Punto tre: il press-tour di Bullet Train, uno dei motivi per i quali l’estate 2022 verrà ricordata. Il gruppetto composto da Brad, Joey, Aaron e Brian s’è girato mezzo mondo sfoggiando outfit fotonici (i tailleur pastello di Brad! Il kilt! I completi di Aaron! La camicia a pois!) e stuzzicando le fantasie erotiche di noi comuni mortali, che da casa sfogliavamo i caroselli su Instagram commentandoli in modi e forme non ripetibili. Il press-tour è diventato in un certo senso Bullet Train, o, meglio, l’ha superato: che ce ne importava di sapere perché i quattro erano a Parigi, Seoul, Londra o vattelappesca? Chiedevamo esclusivamente di averne ancora e di continuare vederli cazzeggiare in giro, belli, sorridenti, affiatati, vestiti divinamente. Siete lì per promuovere un film? Davvero? Chi se ne frega, noi vogliamo solo che non smettiate mai di fare quello che state facendo.
La storia – tratta dal romanzo I sette killer dello Shinkansen del giapponese Kōtarō Isaka (edito in Italia da Einaudi) – non è nuova, esattamente come il mix di dialoghi surreali, ammazzamenti splatter, scenografie in stile manga e coreografie da film di kung fu. Nessuna novità, insomma, ma nemmeno nessuna presunzione didattica di prendersi sul serio o di fare la paternale rispetto a tematiche che non competono: Bullet Train è il classico giocattolone felice di esserlo, lo si guarda per staccare il cervello per centoventi minuti, si ride, ci si stupisce, non di rado ci s’imbambola (vedi alla voce Brad e Aaron), ed è giustissimo così.
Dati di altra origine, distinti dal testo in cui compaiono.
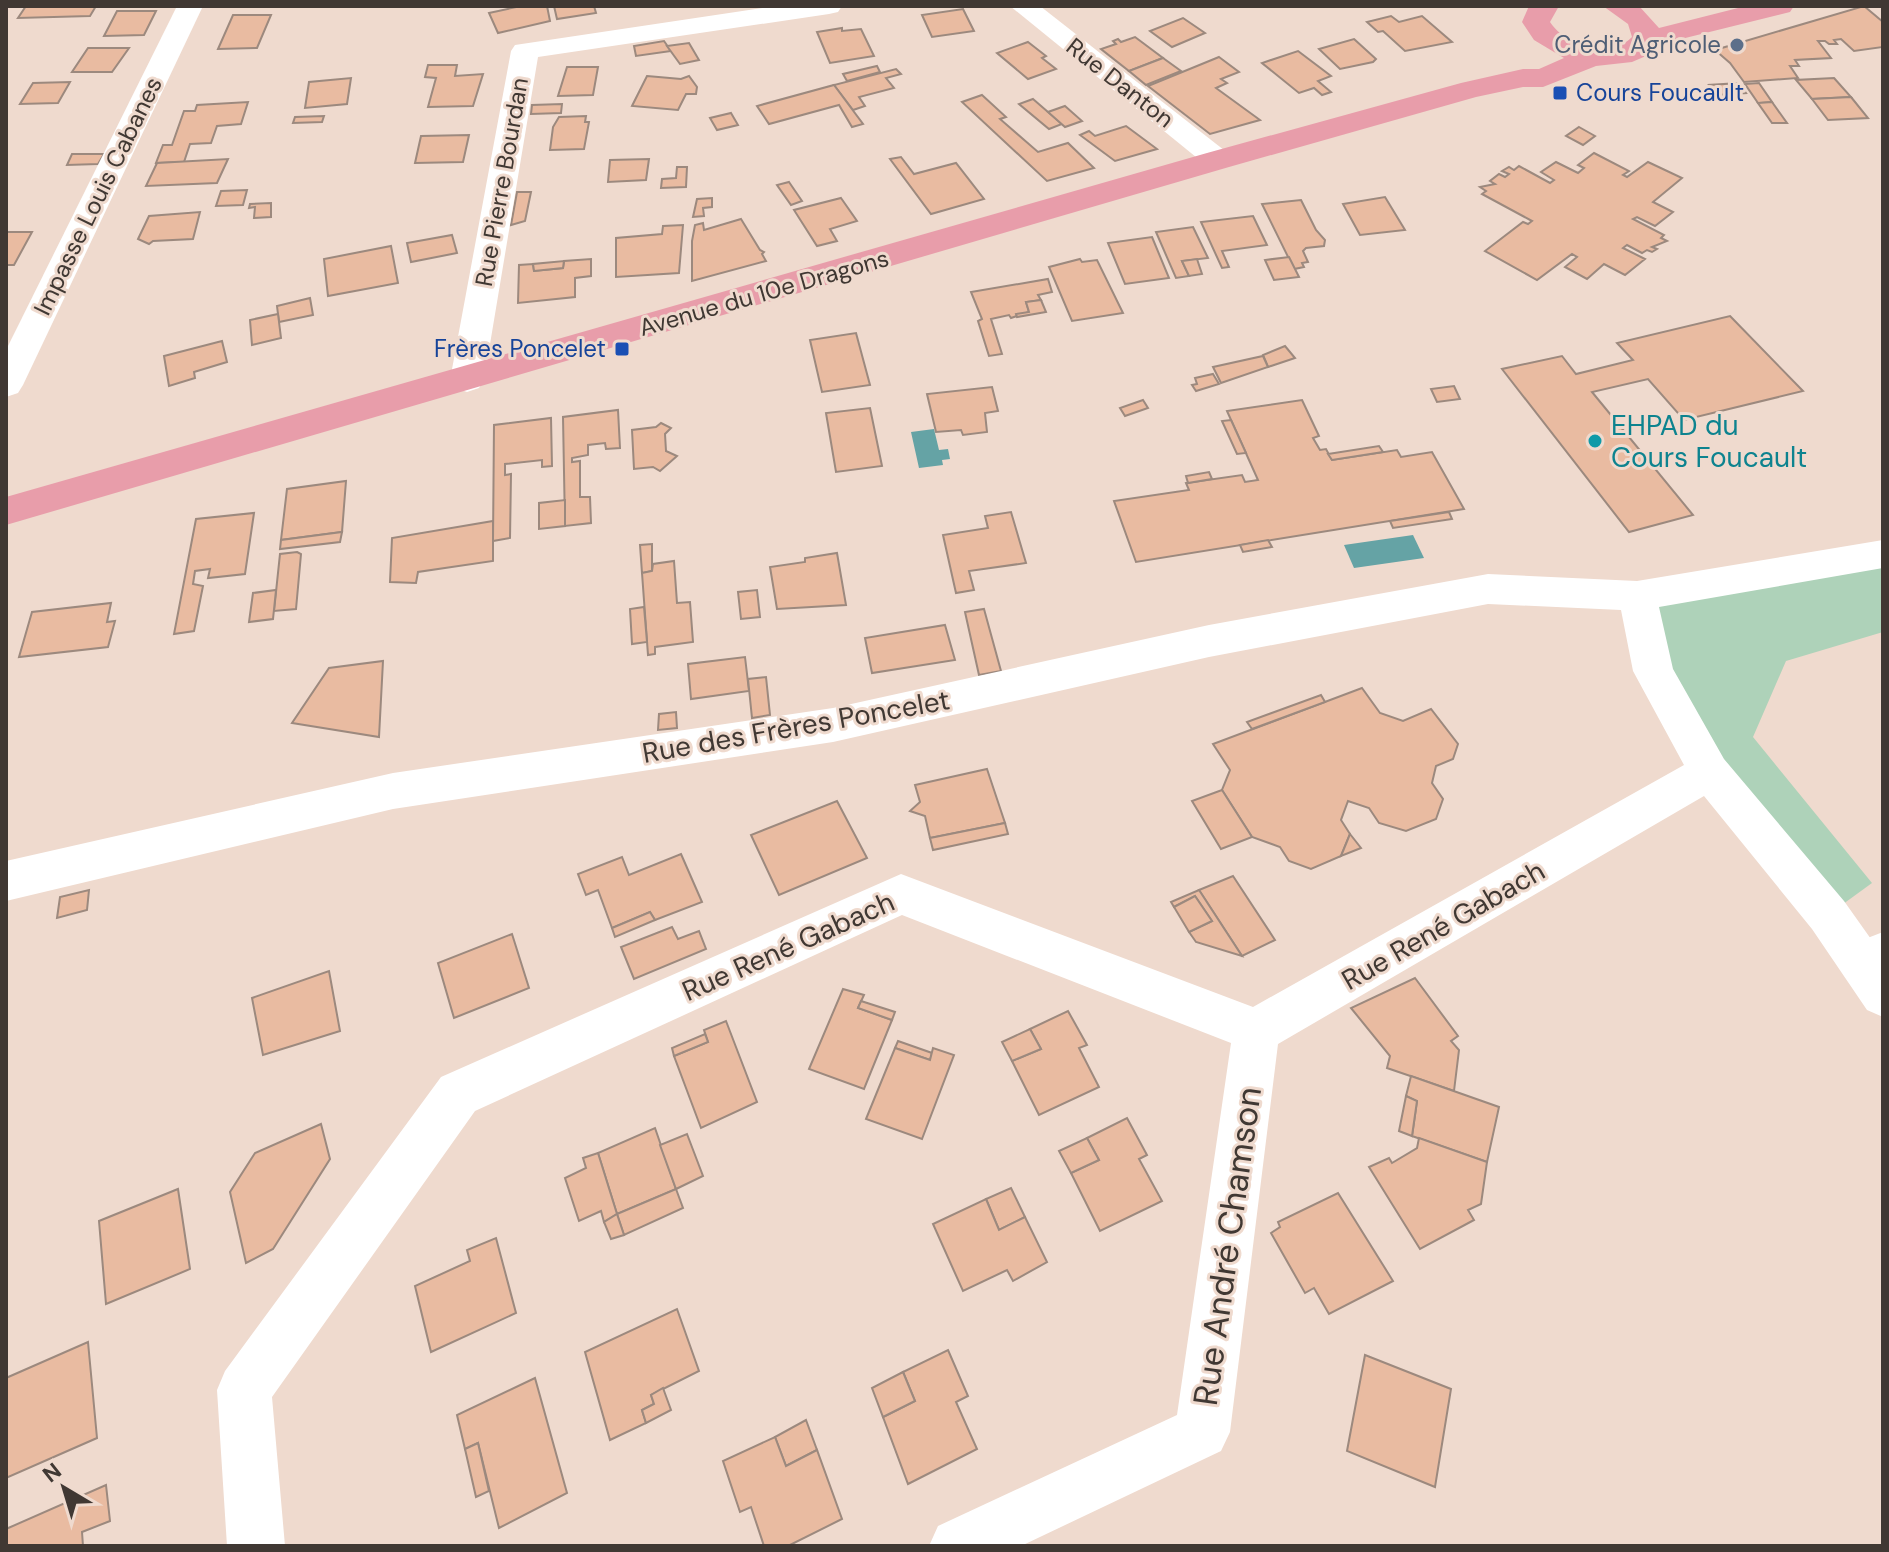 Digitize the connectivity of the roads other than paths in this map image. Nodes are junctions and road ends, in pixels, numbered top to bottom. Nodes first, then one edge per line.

Cosa racconta il film di Leitch sul nostro bisogno di venire intrattenuti? Per gli standard hollywoodiani, in un’epoca di sequel, prequel e reboot, Bullet Train vale come una ventata d’aria fresca, nonostante la sceneggiatura non originale e l’ampio utilizzo di meccanismi rodati. Eppure, la familiarità dei tropi, delle immagini e il ritmo della trama non possono non far pensare all’ultima volta che abbiamo visto un super blockbuster d’azione con una sensibilità davvero originale. Quand’è successo? Quando siamo riusciti a evadere e a baloccarci davanti allo schermo senza pensare a nulla se non a divertirci con ciò che stavamo guardando? Quand’è stata l’ultima volta che non ci è stata impartita una lezione?
Con tutta probabilità non concederemo a Bullet Train una seconda visione, né questo finirà nella lista dei dieci film della vita, ma Leitch non ha sicuramente chiamato Brad e soci per riempire le pagine di un manuale di critica cinematografica. Se esiste «L’arte per l’arte», non è d’altronde sacrosanto che debba pure esistere «Il divertimento per il divertimento»? (Nota a margine: Bullet Train in realtà un grande interrogativo lo pone, e manco lo risolve sul finale. Come accidenti è possibile che un treno supersonico impieghi tutto quel tempo per compiere la tratta Tokyo-Kyoto? Ok la sospensione dell’incredulità, ma almeno fatelo arrivare fino a Shin-Aomori).